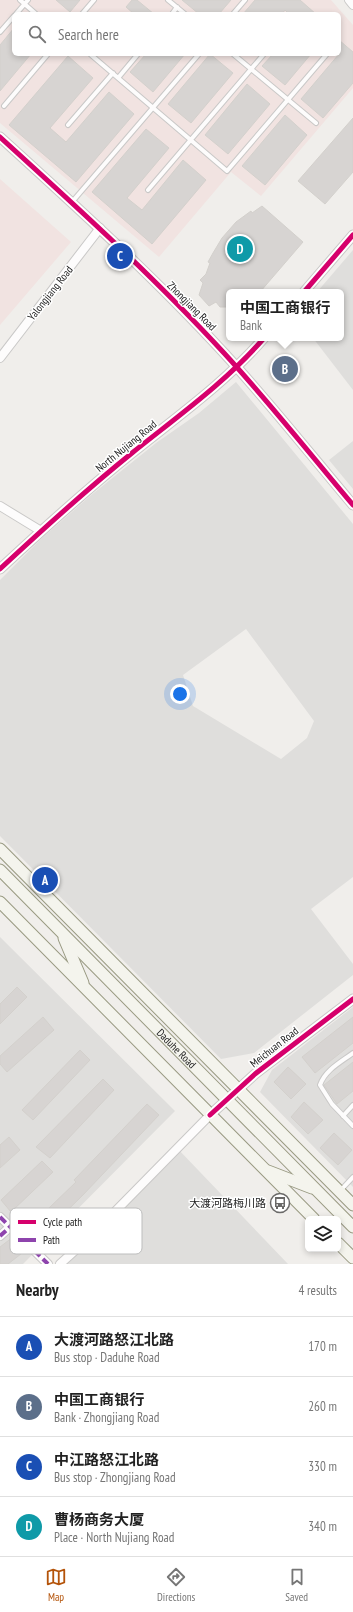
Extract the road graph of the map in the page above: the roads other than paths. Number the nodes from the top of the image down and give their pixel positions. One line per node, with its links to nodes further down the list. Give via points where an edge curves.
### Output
1 (20, 0): 7 (lane)
2 (28, 0): 7 (lane)
3 (94, 0): 12 (lane)
4 (245, 0): 15 (lane)
5 (349, 0): 8 (street)
6 (171, 1): 9 (lane)
7 (24, 4): 10 (lane); 11 (lane)
8 (353, 5)
9 (177, 8): 13 (lane); 14 (lane)
10 (17, 12)
11 (34, 12)
12 (84, 12)
13 (174, 12)
14 (182, 12)
15 (235, 12)
16 (12, 18): 17 (lane)
17 (0, 32)
18 (46, 56): 29 (lane)
19 (92, 56): 26 (lane)
20 (136, 56): 27 (lane)
21 (197, 56): 30 (lane)
22 (235, 56): 25 (lane)
23 (262, 56): 25 (lane)
24 (325, 56): 28 (lane)
25 (251, 69): 28 (lane); 34 (lane)
26 (112, 73): 27 (lane); 32 (lane)
27 (118, 78): 30 (lane)
28 (288, 100): 31 (lane); 34 (lane, via 227,171)
29 (4, 106)
30 (153, 108): 34 (lane); 36 (lane)
31 (316, 123)
32 (68, 126)
33 (0, 137): 36 (street, Zhongjiang Road)
34 (191, 140): 35 (lane)
35 (148, 190)
36 (72, 202): 37 (street, Zhongjiang Road)
37 (100, 228): 41 (street, Yalongjiang Road); 42 (street, Zhongjiang Road, via 190,317)
38 (353, 235): 39 (street)
39 (307, 289)
40 (261, 341): 42 (street, North Nujiang Road)
41 (0, 358)
42 (237, 368): 43 (street, Zhongjiang Road); 45 (street, North Nujiang Road)
43 (353, 505)
44 (0, 506): 45 (street)
45 (41, 531): 46 (street, North Nujiang Road)
46 (0, 569)
47 (0, 849): 54 (main road, Daduhe Road)
48 (0, 870): 50 (main road, Daduhe Road)
49 (0, 902): 51 (main road, Daduhe Road)
50 (62, 932): 51 (main road); 55 (main road, Daduhe Road)
51 (86, 989): 57 (main road, Daduhe Road)
52 (353, 999): 54 (street, Meichuan Road)
53 (353, 1053): 58 (lane, via 329,1071 320,1085)
54 (238, 1088): 55 (street, Meichuan Road); 63 (main road, Daduhe Road)
55 (226, 1099): 57 (street, Meichuan Road); 62 (main road, Daduhe Road)
56 (353, 1105): 58 (lane)
57 (210, 1115): 60 (main road, Daduhe Road); 65 (street, Meichuan Road)
58 (343, 1116): 59 (lane)
59 (353, 1126)
60 (264, 1169): 62 (main road); 66 (main road, Daduhe Road)
61 (353, 1177): 63 (lane)
62 (316, 1190): 69 (main road, Daduhe Road)
63 (340, 1192): 64 (main road, Daduhe Road)
64 (353, 1205)
65 (119, 1208)
66 (311, 1216)
67 (0, 1217): 68 (street)
68 (10, 1227): 70 (street)
69 (353, 1227)
70 (0, 1236)
71 (341, 1246): 74 (main road)
72 (38, 1254): 75 (street)
73 (71, 1254): 76 (street, Meichuan Road)
74 (353, 1258)
75 (48, 1264)
76 (60, 1264)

________________________

◆ What the task asks ◆
The expected answer is a copy of each line in the listing above that contains "North".

◆ Written solution ◆
40 (261, 341): 42 (street, North Nujiang Road)
42 (237, 368): 43 (street, Zhongjiang Road); 45 (street, North Nujiang Road)
45 (41, 531): 46 (street, North Nujiang Road)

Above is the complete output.